## Supplied information
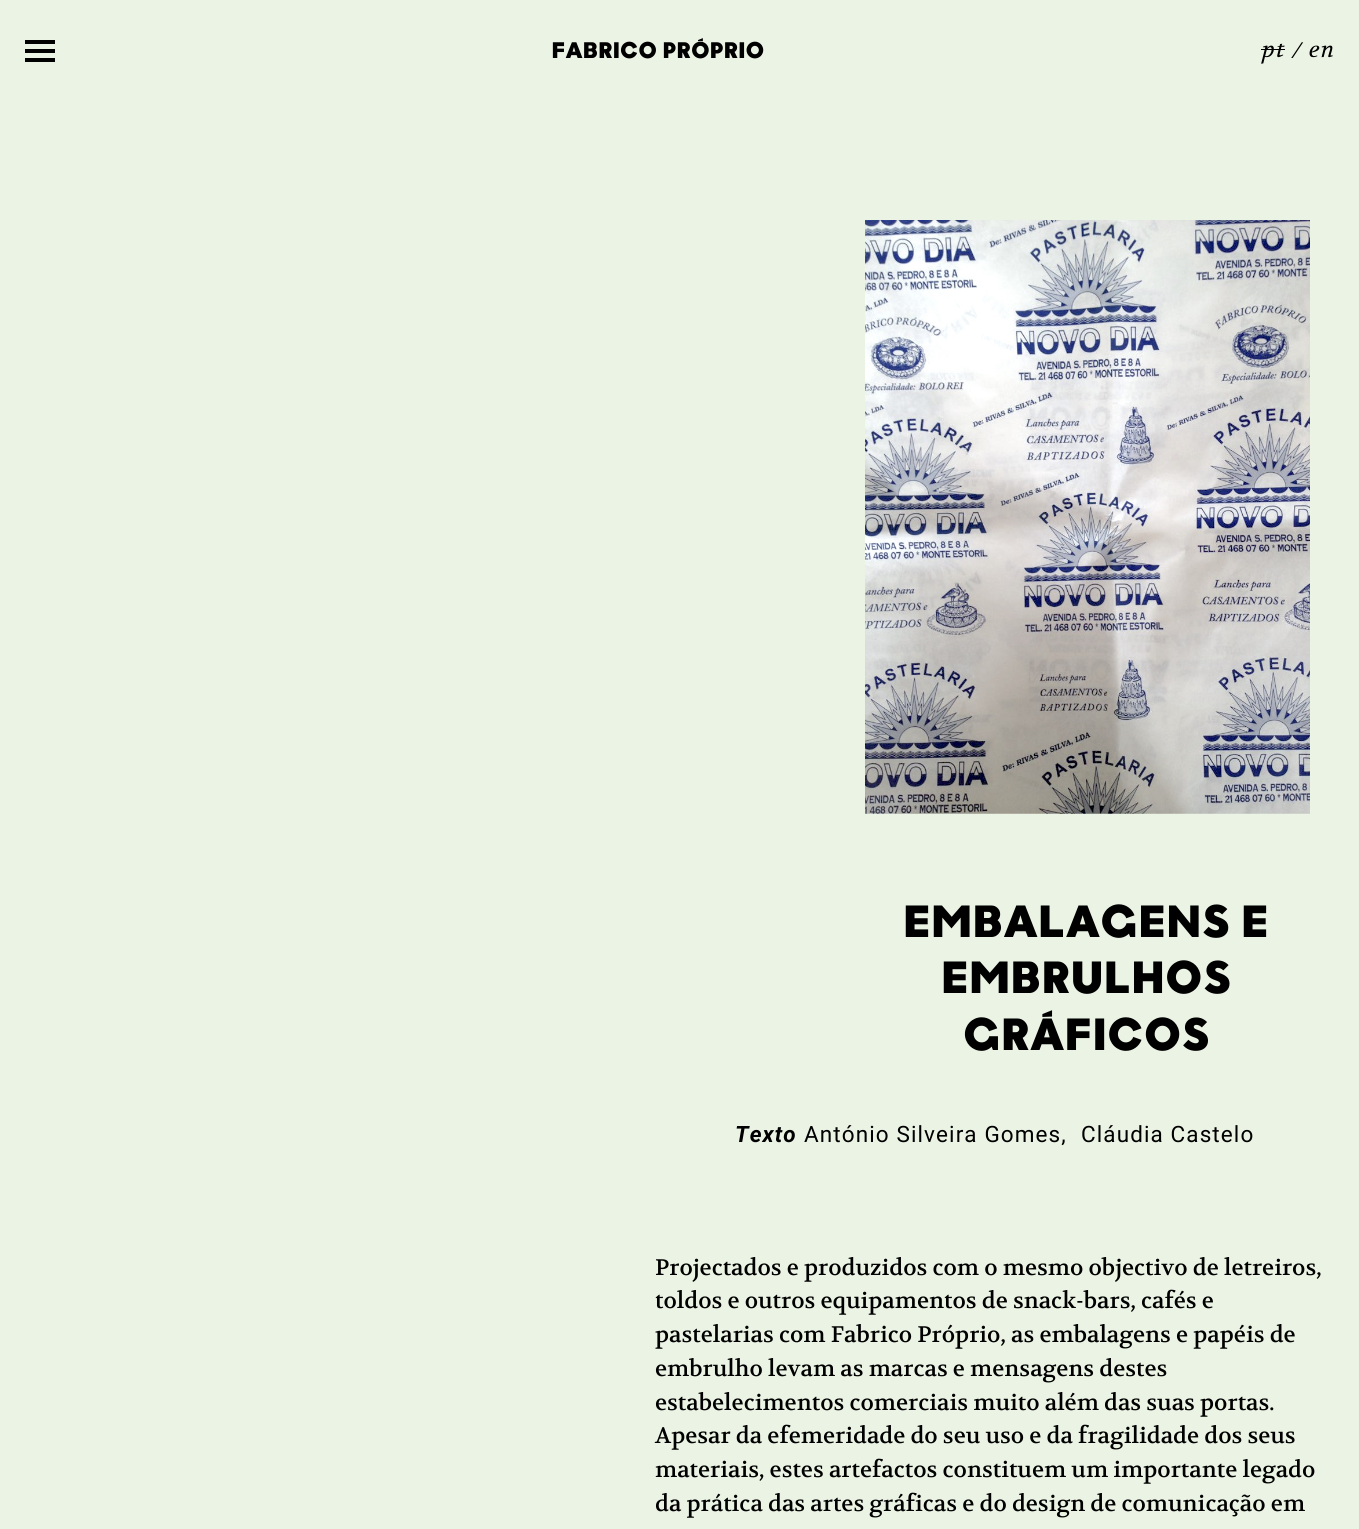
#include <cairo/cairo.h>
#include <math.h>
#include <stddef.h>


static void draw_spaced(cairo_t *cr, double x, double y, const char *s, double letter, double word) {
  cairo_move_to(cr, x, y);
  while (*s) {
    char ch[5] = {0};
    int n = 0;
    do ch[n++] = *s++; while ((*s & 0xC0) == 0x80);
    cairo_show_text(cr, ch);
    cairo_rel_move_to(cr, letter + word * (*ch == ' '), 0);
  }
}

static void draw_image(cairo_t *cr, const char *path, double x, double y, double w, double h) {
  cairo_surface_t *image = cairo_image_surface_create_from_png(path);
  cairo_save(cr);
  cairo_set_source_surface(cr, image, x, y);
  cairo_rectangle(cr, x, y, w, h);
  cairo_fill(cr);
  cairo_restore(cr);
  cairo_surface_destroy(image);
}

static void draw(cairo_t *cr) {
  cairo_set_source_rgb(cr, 235 / 255.0, 244 / 255.0, 228 / 255.0);
  cairo_paint(cr);
  cairo_set_source_rgb(cr, 0, 0, 0);
  cairo_rectangle(cr, 25, 40, 30, 4);
  cairo_fill(cr);
  cairo_rectangle(cr, 25, 49, 30, 4);
  cairo_fill(cr);
  cairo_rectangle(cr, 25, 58, 30, 4);
  cairo_fill(cr);
  cairo_rectangle(cr, 1261, 49, 24, 1);
  cairo_fill(cr);
  draw_image(cr, "images/1.png", 865, 220, 445, 594);
  cairo_select_font_face(cr, "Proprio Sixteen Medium", CAIRO_FONT_SLANT_NORMAL, CAIRO_FONT_WEIGHT_NORMAL);
  cairo_set_font_size(cr, 22.5);
  draw_spaced(cr, 552, 58, "FABRICO PRÓPRIO", 1.1, 0);
  cairo_select_font_face(cr, "Volkhov", CAIRO_FONT_SLANT_ITALIC, CAIRO_FONT_WEIGHT_NORMAL);
  draw_spaced(cr, 1262, 57, "pt", 1.1, 0);
  draw_spaced(cr, 1292, 58, "/", 1.1, 0);
  draw_spaced(cr, 1309, 57, "en", 1.1, 0);
  cairo_select_font_face(cr, "Proprio Sixteen Medium", CAIRO_FONT_SLANT_NORMAL, CAIRO_FONT_WEIGHT_NORMAL);
  cairo_set_font_size(cr, 45);
  draw_spaced(cr, 904, 937, "EMBALAGENS E", 2.25, 0);
  draw_spaced(cr, 942, 993, "EMBRULHOS", 2.25, 0);
  draw_spaced(cr, 964, 1050, "GRÁFICOS", 2.25, 0);
  cairo_select_font_face(cr, "Roboto", CAIRO_FONT_SLANT_ITALIC, CAIRO_FONT_WEIGHT_BOLD);
  cairo_set_font_size(cr, 22.5);
  draw_spaced(cr, 735, 1142, "Texto", 1.1, 0);
  cairo_select_font_face(cr, "Roboto", CAIRO_FONT_SLANT_NORMAL, CAIRO_FONT_WEIGHT_NORMAL);
  draw_spaced(cr, 804, 1142, "António Silveira Gomes,", 1.1, 0);
  draw_spaced(cr, 1081, 1142, "Cláudia Castelo", 1.1, 0);
  cairo_select_font_face(cr, "Volkhov", CAIRO_FONT_SLANT_NORMAL, CAIRO_FONT_WEIGHT_NORMAL);
  cairo_move_to(cr, 655, 1275);
  cairo_show_text(cr, "Projectados e produzidos com o mesmo objectivo de letreiros,");
  cairo_move_to(cr, 655, 1308);
  cairo_show_text(cr, "toldos e outros equipamentos de snack-bars, cafés e");
  cairo_move_to(cr, 655, 1342);
  cairo_show_text(cr, "pastelarias com Fabrico Próprio, as embalagens e papéis de");
  cairo_move_to(cr, 655, 1376);
  cairo_show_text(cr, "embrulho levam as marcas e mensagens destes");
  cairo_move_to(cr, 655, 1410);
  cairo_show_text(cr, "estabelecimentos comerciais muito além das suas portas.");
  cairo_move_to(cr, 655, 1443);
  cairo_show_text(cr, "Apesar da efemeridade do seu uso e da fragilidade dos seus");
  cairo_move_to(cr, 655, 1477);
  cairo_show_text(cr, "materiais, estes artefactos constituem um importante legado");
  cairo_move_to(cr, 655, 1511);
  cairo_show_text(cr, "da prática das artes gráficas e do design de comunicação em");
}

int main(void) {
  cairo_surface_t *surface = cairo_image_surface_create(CAIRO_FORMAT_RGB24, 1359, 1529);
  cairo_t *cr = cairo_create(surface);
  cairo_font_options_t *options = cairo_font_options_create();
  cairo_font_options_set_hint_metrics(options, CAIRO_HINT_METRICS_OFF);
  cairo_font_options_set_hint_style(options, CAIRO_HINT_STYLE_NONE);
  cairo_set_font_options(cr, options);
  cairo_set_miter_limit(cr, 4);
  draw(cr);
  cairo_surface_write_to_png(surface, "out.png");
  cairo_font_options_destroy(options);
  cairo_destroy(cr);
  cairo_surface_destroy(surface);
  return 0;
}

## What the task asks
Where the listing above has a line with "cairo_surface_destroy(image);", start there, and output every line exactly through the line with "static void draw(cairo_t", which is also included.

## Written response
  cairo_surface_destroy(image);
}

static void draw(cairo_t *cr) {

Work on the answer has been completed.